▶ _TO DO_:
Everything in the listing below except the pictures should be reproduced exactly.

▶ _LISTED RECORDS_:
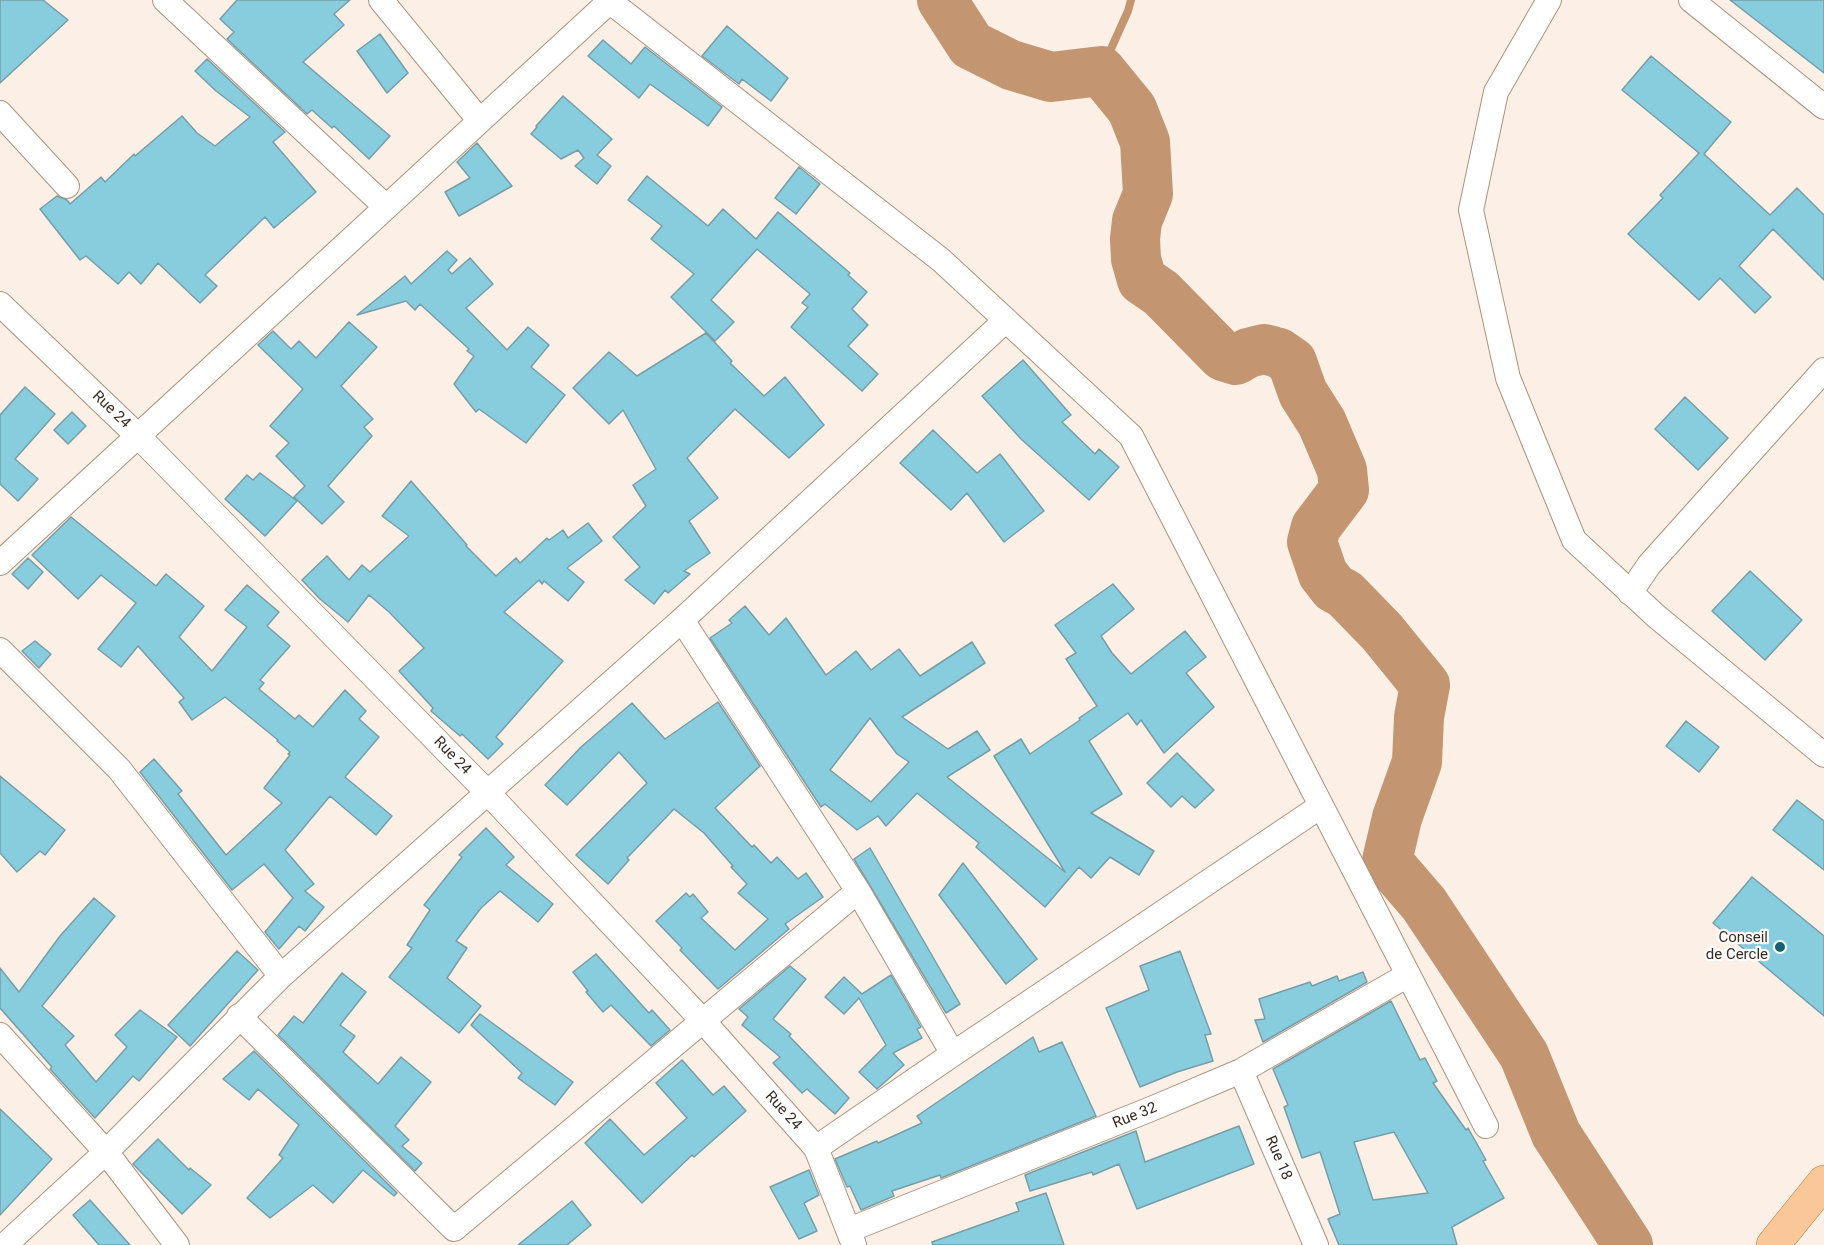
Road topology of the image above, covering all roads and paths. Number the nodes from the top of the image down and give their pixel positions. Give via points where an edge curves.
1 (165, 0) edge
2 (381, 0) edge
3 (1549, 0) edge
4 (1691, 0) edge
5 (608, 1) edge
6 (1824, 107) edge
7 (0, 113) edge
8 (480, 121) junction
9 (67, 186) dead end
10 (386, 207) junction
11 (0, 304) edge
12 (1006, 320) junction
13 (1824, 370) edge
14 (138, 436) junction
15 (0, 563) edge
16 (1630, 592) junction
17 (682, 620) junction
18 (0, 650) edge
19 (1824, 755) edge
20 (488, 793) junction
21 (1321, 806) junction
22 (858, 891) junction
23 (1408, 975) junction
24 (281, 976) junction
25 (239, 1016) junction
26 (704, 1022) junction
27 (0, 1035) edge
28 (953, 1053) junction
29 (1241, 1071) junction
30 (1486, 1126) dead end
31 (816, 1148) junction
32 (106, 1152) junction
33 (1824, 1182) edge
34 (851, 1237) edge
35 (5, 1245) edge
36 (177, 1245) edge
37 (1316, 1245) edge
38 (1773, 1245) edge

1 - 10 street
2 - 8 street
3 - 16 street via 1496,92 1471,210 1508,378 1574,540
4 - 6 street
5 - 8 street
5 - 12 street via 940,260
7 - 9 street
8 - 10 street
10 - 14 street
11 - 14 street, Rue 24
12 - 17 street
12 - 21 street via 1131,436
13 - 16 street via 1649,565
14 - 15 street
14 - 20 street, Rue 24
16 - 19 street
17 - 20 street
17 - 22 street
18 - 24 street via 119,769
20 - 24 street
20 - 26 street, Rue 24
21 - 23 street
21 - 28 street
22 - 26 street
22 - 28 street
23 - 29 street, Rue 32
23 - 30 street
24 - 25 street
25 - 26 street via 454,1229
25 - 32 street
26 - 31 street, Rue 24
27 - 32 street
28 - 31 street
29 - 34 street, Rue 32
29 - 37 street, Rue 18
31 - 34 street, Rue 24
32 - 35 street
32 - 36 street
33 - 38 main road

▶ _TASK ANSWER_:
Road topology of the image above, covering all roads and paths. Number the nodes from the top of the image down and give their pixel positions. Give via points where an edge curves.
1 (165, 0) edge
2 (381, 0) edge
3 (1549, 0) edge
4 (1691, 0) edge
5 (608, 1) edge
6 (1824, 107) edge
7 (0, 113) edge
8 (480, 121) junction
9 (67, 186) dead end
10 (386, 207) junction
11 (0, 304) edge
12 (1006, 320) junction
13 (1824, 370) edge
14 (138, 436) junction
15 (0, 563) edge
16 (1630, 592) junction
17 (682, 620) junction
18 (0, 650) edge
19 (1824, 755) edge
20 (488, 793) junction
21 (1321, 806) junction
22 (858, 891) junction
23 (1408, 975) junction
24 (281, 976) junction
25 (239, 1016) junction
26 (704, 1022) junction
27 (0, 1035) edge
28 (953, 1053) junction
29 (1241, 1071) junction
30 (1486, 1126) dead end
31 (816, 1148) junction
32 (106, 1152) junction
33 (1824, 1182) edge
34 (851, 1237) edge
35 (5, 1245) edge
36 (177, 1245) edge
37 (1316, 1245) edge
38 (1773, 1245) edge

1 - 10 street
2 - 8 street
3 - 16 street via 1496,92 1471,210 1508,378 1574,540
4 - 6 street
5 - 8 street
5 - 12 street via 940,260
7 - 9 street
8 - 10 street
10 - 14 street
11 - 14 street, Rue 24
12 - 17 street
12 - 21 street via 1131,436
13 - 16 street via 1649,565
14 - 15 street
14 - 20 street, Rue 24
16 - 19 street
17 - 20 street
17 - 22 street
18 - 24 street via 119,769
20 - 24 street
20 - 26 street, Rue 24
21 - 23 street
21 - 28 street
22 - 26 street
22 - 28 street
23 - 29 street, Rue 32
23 - 30 street
24 - 25 street
25 - 26 street via 454,1229
25 - 32 street
26 - 31 street, Rue 24
27 - 32 street
28 - 31 street
29 - 34 street, Rue 32
29 - 37 street, Rue 18
31 - 34 street, Rue 24
32 - 35 street
32 - 36 street
33 - 38 main road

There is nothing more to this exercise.